Una quarantena obbligatoria quella legata al Coronavirus, che ad Arquata del Tronto prende la forma di una SAE, soluzione abitativa d’emergenza, termine quest’ultimo che non abbandona la popolazione da quasi quattro anni. Le Sae hanno una metratura di 40, 60 o 80 metri quadrati, a seconda del nucleo familiare, e le difficoltà si intrecciano a quelle del post sisma.
Lara Angelini vive nel villaggio Sae di Borgo 1, insieme a suo marito e alla figlia Ilenia.
“Diciamo che vedere cosa sta succedendo altrove ci da più motivazione a sopportare le privazioni a cui siamo costretti – ci racconta Lara – le attività di mio marito e mia figlia a causa del Covid sono state sospese e quindi loro sono a casa. Io lavoro in un’azienda alimentare e fortunatamente continuo ad andare, ma a giorni alterni per contingentare le presenze in ufficio, dato che ancora siamo in un piccolo locale provvisorio a causa del sisma – spiega Lara, che lavora presso il Salumificio Sano nel comune di Accumoli, nell’ufficio amministrativo.
“Si vive molto in apprensione, ho una sorella che vive e lavora vicino Milano e i miei genitori lontani e soli ancora dislocati a San Benedetto del Tronto, in attesa di rientrare ad Arquata.”
Nelle aree Sae cercano di seguire una misura di autotutela, al fine di scongiurare un possibile contagio da Covid.
“Sinceramente non sono d’accordo su un effetto domino maggiore tra gli abitanti delle Sae piuttosto che in altri luoghi “non di emergenza” similmente affollati. Le Sae hanno per lo meno tutte le entrate indipendenti e gli accessi pedonali sono abbastanza spaziosi. Credo ci sia meno possibilità di contagio che vivere in un condominio con un corrimano sulle scale o l’ascensore o la porta d’ingresso comune. Sento ripetere spesso e si percepisce la convinzione, che se ci fosse un caso di contagio lo prenderebbero tutti. E questo non vorrei portasse a sminuire la dovuta attenzione al distanziamento e a provocare il vero effetto domino.
La difficoltà invece sarebbe gestire un contagio in una Sae, sono troppo piccole e non funzionali per potersi eventualmente isolare dal resto della famiglia.”
Ad Arquata, l’emergenza è doppia e viverla in una Sae è sicuramente più doloroso soprattutto per la popolazione anziana.

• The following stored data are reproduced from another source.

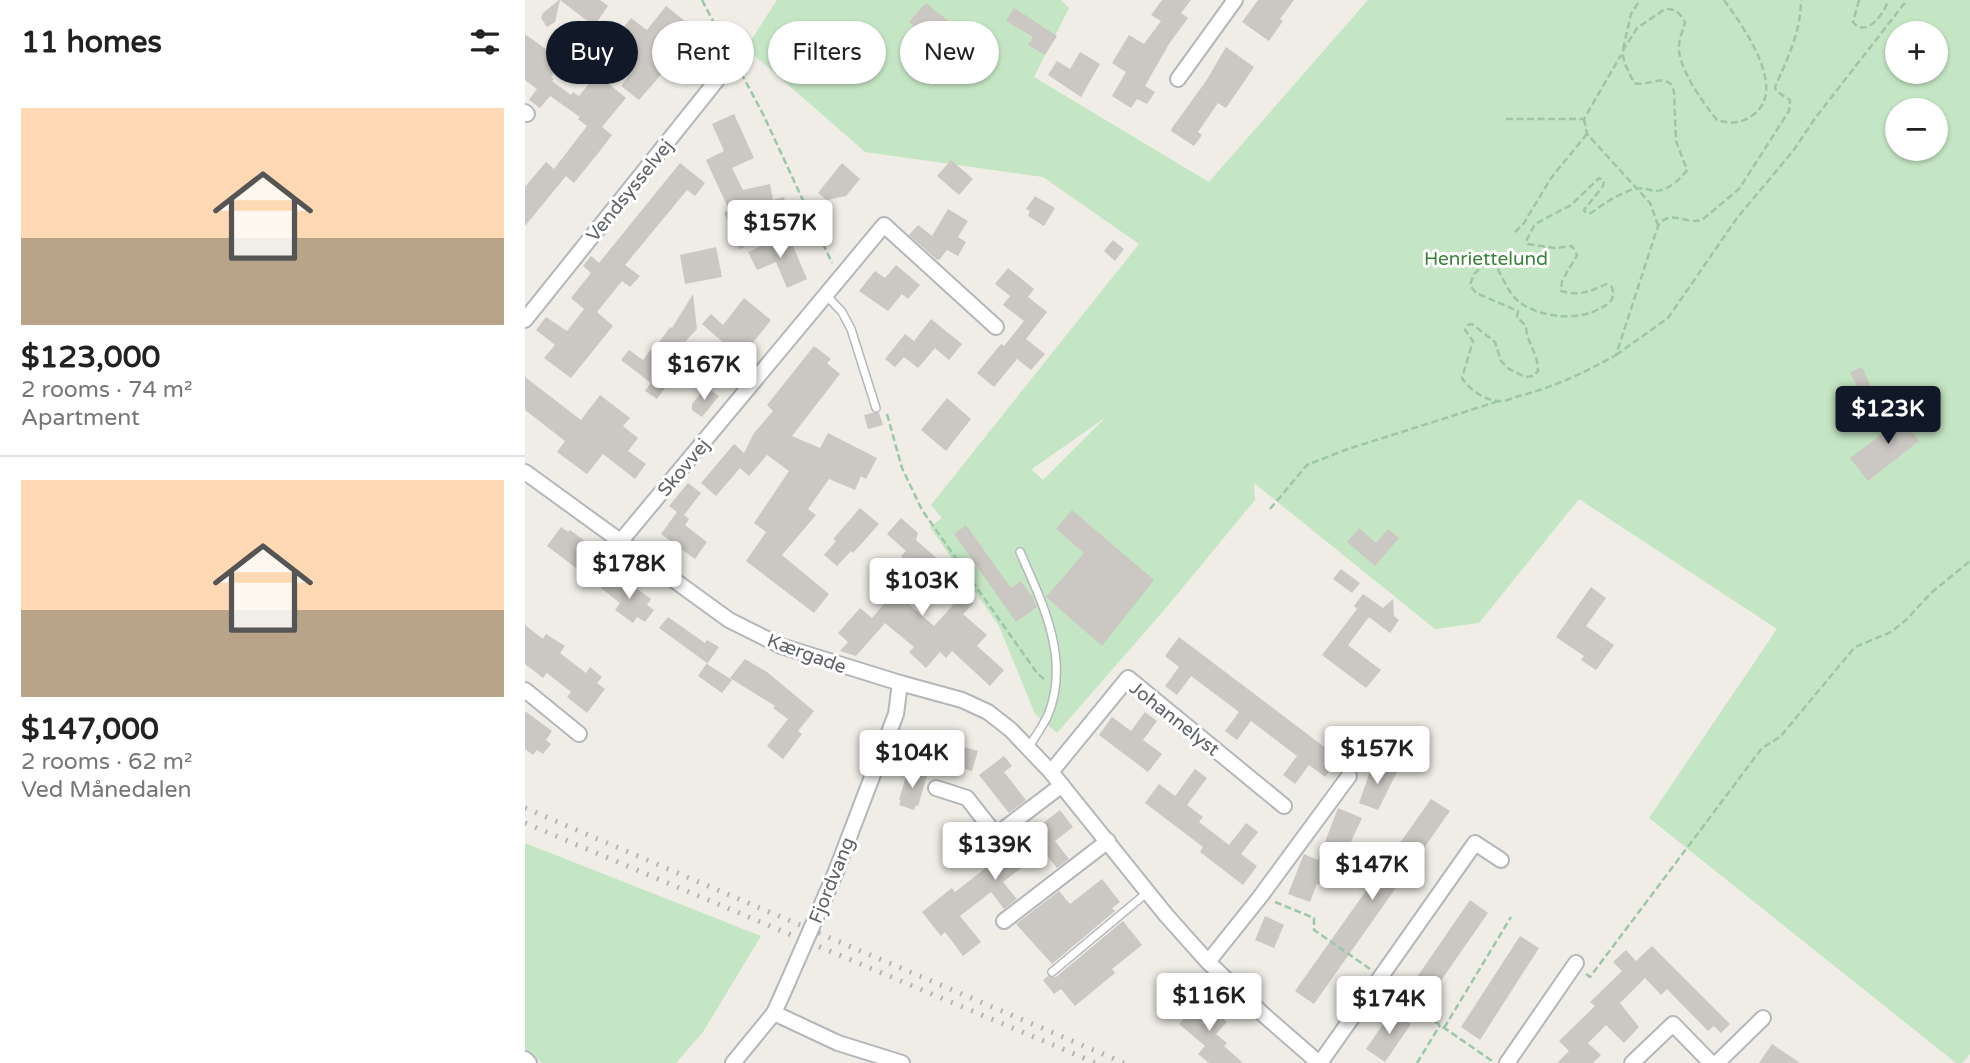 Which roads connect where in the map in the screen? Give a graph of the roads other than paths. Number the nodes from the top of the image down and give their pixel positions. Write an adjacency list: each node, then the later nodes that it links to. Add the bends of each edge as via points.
1 (1235, 0): 2 (street)
2 (1178, 79)
3 (714, 84): 5 (street, Vendsysselvej)
4 (826, 295): 6 (street, Skovvej, via 884,225); 7 (lane, via 851,329); 9 (street, Skovvej)
5 (525, 320)
6 (996, 327)
7 (876, 408)
8 (525, 472): 9 (street, Kærgade)
9 (620, 542): 11 (street, Kærgade, via 757,635)
10 (1020, 552): 14 (lane, via 1049,620 1055,653 1055,687 1048,715)
11 (899, 683): 14 (street, Kærgade, via 988,712); 27 (street, Fjordvang, bridge, via 896,714 835,874)
12 (525, 690): 13 (street)
13 (579, 734)
14 (1028, 748): 15 (street, Kærgade)
15 (1051, 772): 17 (street, Kærgade); 19 (street, Johannelyst, via 1128,678)
16 (1349, 776): 24 (street)
17 (1062, 785): 18 (street, via 996,835 967,799); 20 (street, Kærgade)
18 (936, 788)
19 (1284, 806)
20 (1108, 841): 22 (street, Kærgade); 23 (street)
21 (1501, 860): 33 (street, via 1475,843)
22 (1149, 891): 24 (street, Kærgade); 26 (lane)
23 (1004, 921)
24 (1208, 962): 33 (street, Kærgade)
25 (1576, 963): 34 (street)
26 (1052, 972)
27 (774, 1013): 31 (street, Fjordvang); 32 (street, via 838,1043)
28 (1763, 1018): 37 (street)
29 (525, 1059): 30 (street)
30 (529, 1063)
31 (733, 1063)
32 (902, 1063)
33 (1319, 1063)
34 (1507, 1063)
35 (1632, 1063): 36 (street, via 1673,1024)
36 (1711, 1063)
37 (1717, 1063)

Poter continuare a lavorare aiuta, ma chiaramente non rappresenta la “normalità” – come ci racconta Lara Angelini.
“Sai lo sconforto è davvero grande ed è difficile per tutti, soprattutto per le persone anziane che non immagino quanto possano ora sentirsi ancora più sole, in una casa dove non hanno le loro cose e nemmeno i loro ricordi. Andare al lavoro aiuta tantissimo ma non ho la sensazione della quotidianità, anzi in ogni emergenza si entra sempre in una dimensione diversa nel modo di lavorare e nel modo di affrontarlo.

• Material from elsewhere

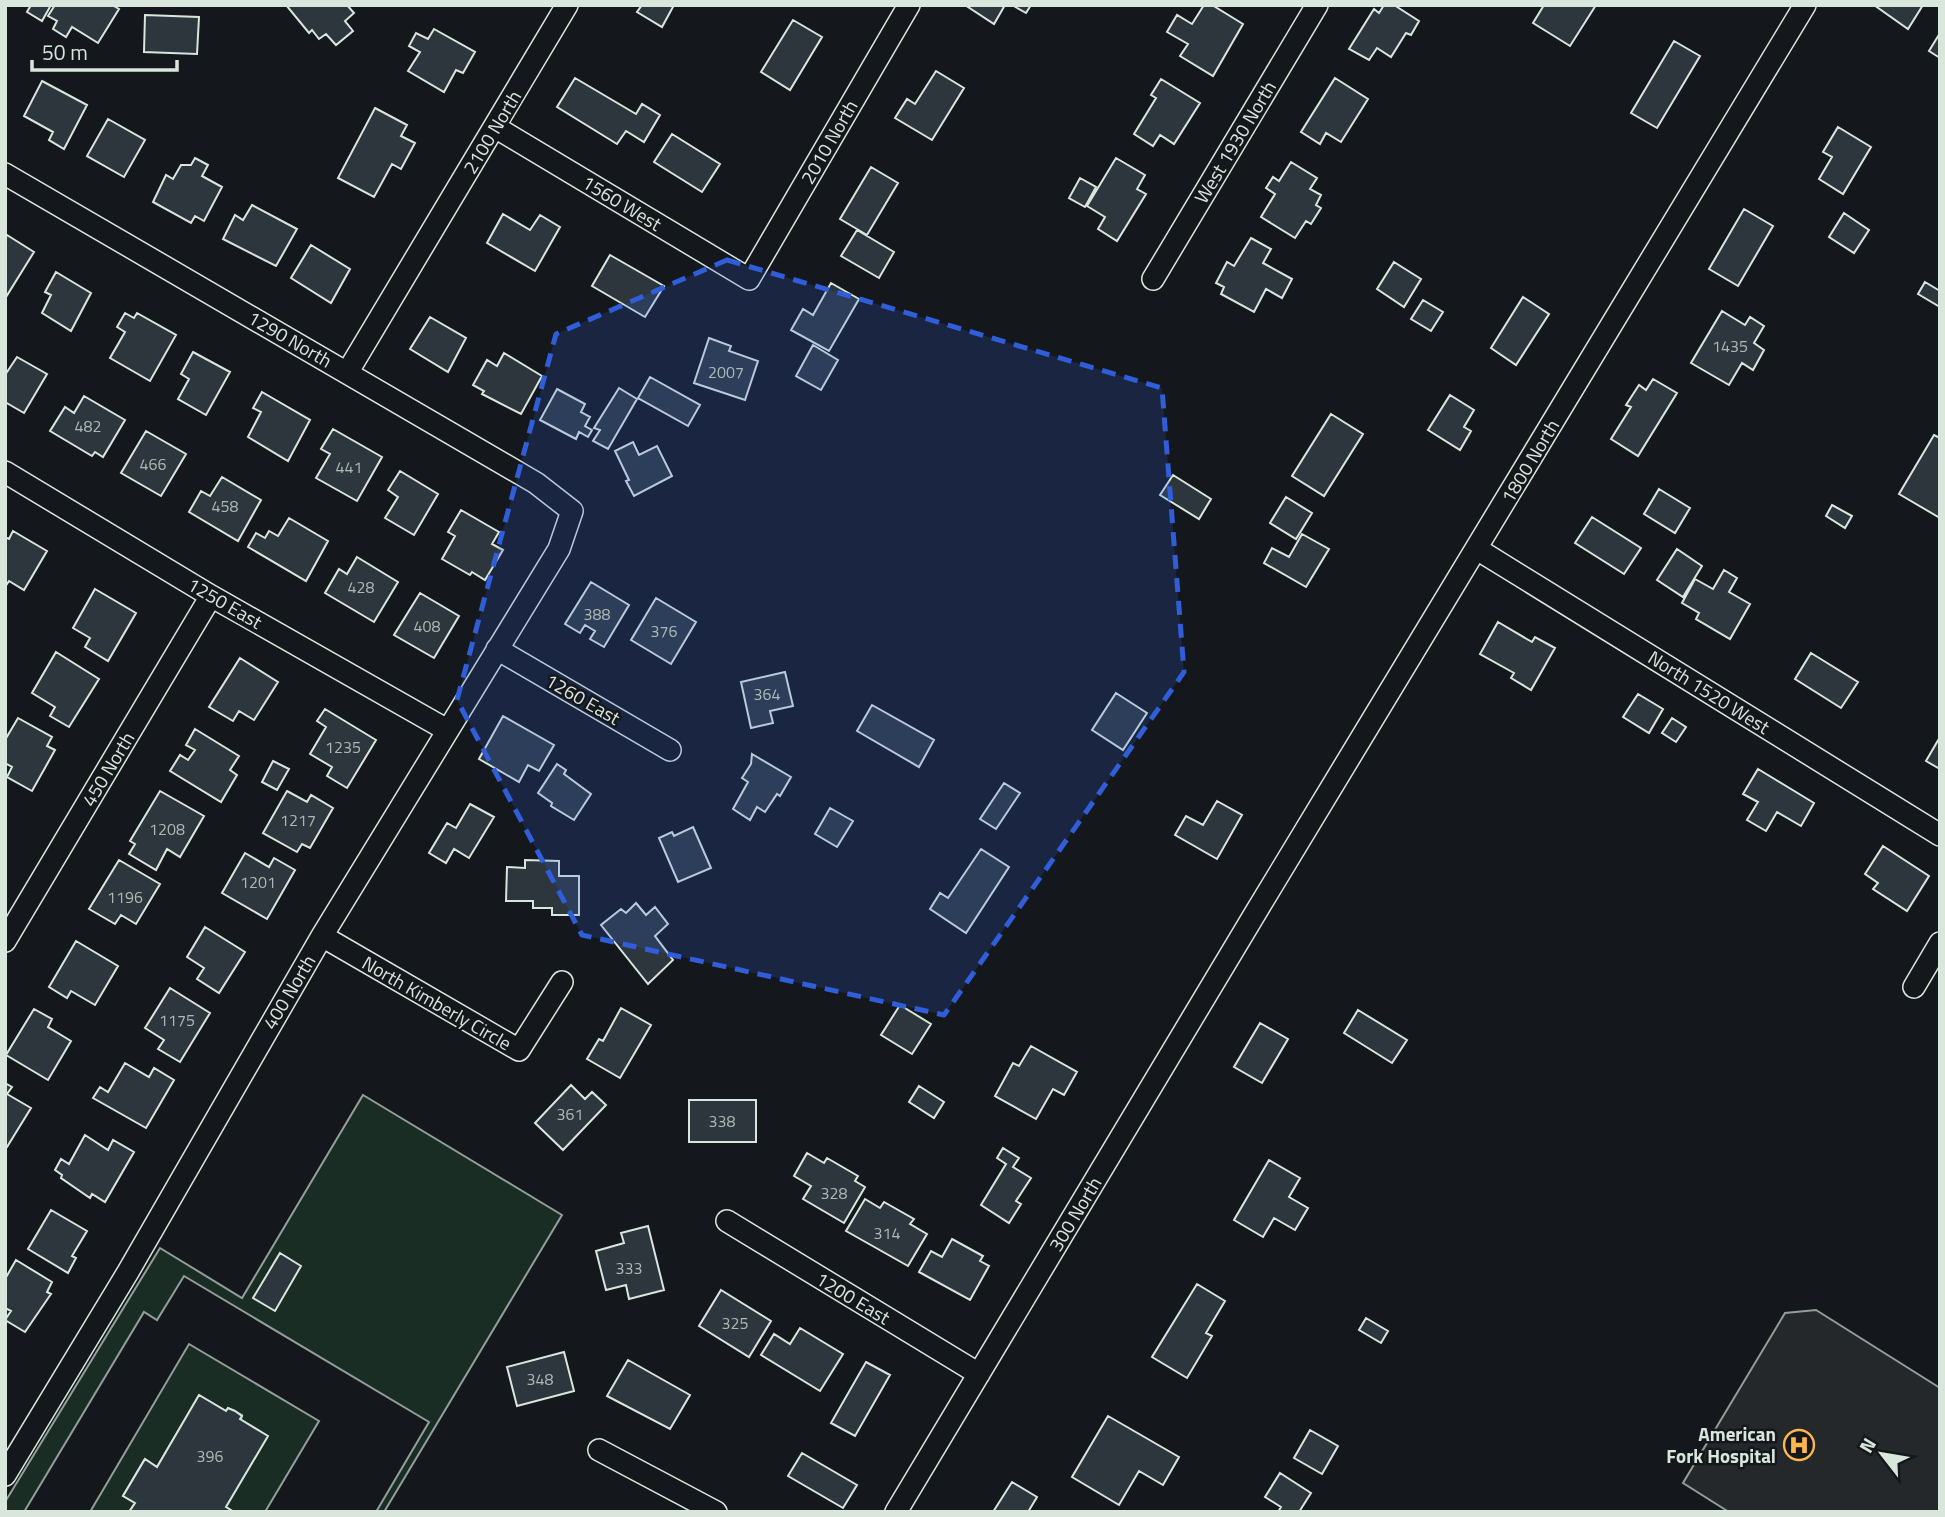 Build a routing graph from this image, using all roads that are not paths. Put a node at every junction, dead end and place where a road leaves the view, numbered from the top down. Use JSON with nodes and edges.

Non appena ho capito che i contagi si stavano diffondendo al nord così velocemente, mi sono detta No, forse un’altra emergenza non riesco ad affrontarla. E’ tutto così surreale, siamo passati dal terrore ancora vivo del terremoto, al terrore del virus.”
“Abbiamo ancora macerie, case diroccate, strade chiuse, paesi abbandonati, zone rosse nella zona rossa, ci ritroviamo a dover esibire di nuovo Certificazioni invece delle Autorizzazioni – continua Lara – Il posto in cui tenacemente siamo voluti restare ora ci tiene prigionieri. Per sdrammatizzare ti dico anche che siamo passati dal gruppo Whatsapp “quelli delle Tende ” a “quelli dell’Albergo” a “quelli del Coronavirus“.
Poi, davanti alle difficoltà che si incontrano, tra il post sisma e il Covid19, quello che spinge le persone a sentirsi meno sole sono i piccoli gesti, la gentilezza, la socialità.
“Abbiamo il parroco che ci manda preghiere e collegamenti su Whatsapp, la parrucchiera che ci procura il colore per capelli, il medico che in caso di necessità ci monitora costantemente, i ragazzi della Pro Loco che ci portano la Palma a casa, la banca blindata ma che ti passa i documenti sotto la porta pur di risolvere, il vicino che con un sorriso ti chiede “come va”, il negoziante che ti procura la tua cialda di caffè specifica, e quindi non ci lamentiamo perché sappiamo che c’è chi sta vivendo tragedie più grandi.
Tutto questo sicuramente passerà, ma per noi sarà molto dura perché sarà ricominciare ancora una volta una vita che già era abbastanza lontana da quello che si può chiamare normalità e la parola ricostruzione sarà un miraggio ancor più lontano.